Classification model building and tuning were all based on the e1071 package [
49], in which there is a function “best.tune” that can train and tune each of the employed MLAs. The MLAs-based models were built by the function “best.tune”, calling corresponding functions in the above-mentioned packages. A 10-fold cross-validation scheme in the function “best.tune” was used to obtain the “optimal” parameter combinations used for each classification model. First, the training set was randomly divided into 10 independent subsets of roughly equal size. Second, for each parameter combination, nine subsets were used to train the classifier and the remaining one was used for a test. This process was repeated 10 times, and the average values of the 10 overall accuracies were calculated. The “optimal” parameter settings of each algorithm were obtained based on the models that achieved the highest average overall accuracies during the cross-validation process.
3.7. Classification Accuracy Assessment
Classification accuracy was assessed based on the test data sets that were independent of the training sets.
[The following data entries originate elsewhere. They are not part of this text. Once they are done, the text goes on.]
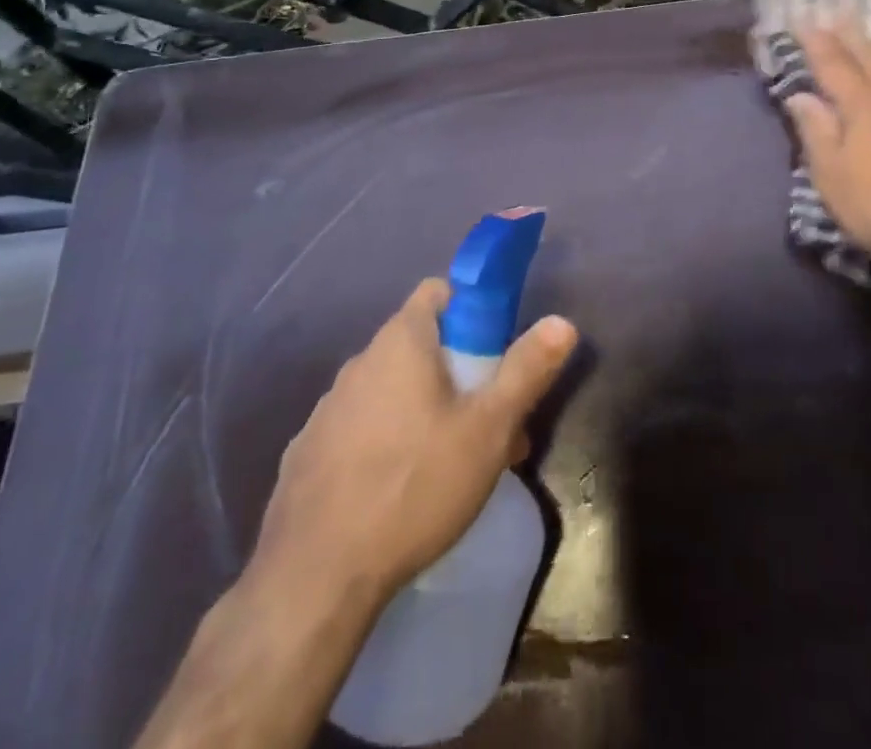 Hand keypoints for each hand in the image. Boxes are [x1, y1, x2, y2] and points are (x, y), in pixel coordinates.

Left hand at [246, 279, 578, 606]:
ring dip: (426, 410)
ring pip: (392, 390)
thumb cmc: (415, 486)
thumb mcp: (488, 429)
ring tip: (454, 466)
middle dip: (460, 373)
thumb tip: (562, 322)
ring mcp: (328, 408)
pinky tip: (402, 490)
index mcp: (401, 341)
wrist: (315, 578)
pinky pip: (361, 427)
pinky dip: (387, 441)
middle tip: (489, 423)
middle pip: (420, 345)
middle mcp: (360, 362)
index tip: (495, 351)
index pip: (439, 292)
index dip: (472, 310)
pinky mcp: (308, 453)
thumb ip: (527, 370)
For MSMAL, based on the classification result grouped into seven first-level classes and derived from the RF algorithm and the feature subset, a stratified random sampling resulted in a test set with 700 pixels, 100 in each of the assigned classes. The referenced land cover classes of each selected pixel were determined based on visual identification of the ZY-3 imagery. All the classification algorithms and feature sets-based models were assessed based on this test set. The feature subset-based and all feature-based models for each classification algorithm were compared to evaluate the influence of FS on the classification accuracy. For CSML, all classification algorithms and feature sets-based models used the remaining 90% pixels (531,334, 185,522, and 166,408 for opencast stope, mineral processing land, and dumping site, respectively) as the test set.
The F1-measure and overall accuracy were drawn from the confusion matrix of each classification. The F1-measure is defined as the harmonic mean of the user’s accuracy and producer’s accuracy, which was used to assess the average class accuracy. A detailed description of the F1-measure can be found in Daskalaki
et al. [
53]. The differences in the results for the feature subset-based models and all feature-based models are quantified for the F1-measures of each class, and the overall accuracies by the percentage deviation [
54]. The McNemar test is a statistical test used to compare classifier performance [
55]. The test is based on chi-square statistics, computed from the error matrices of two classifications [
55]. The McNemar test was used in the present study to answer the following questions: whether there are statistically significant differences between the feature subsets- and all feature-based models; and whether there are statistically significant differences among three MLAs based on the feature subsets.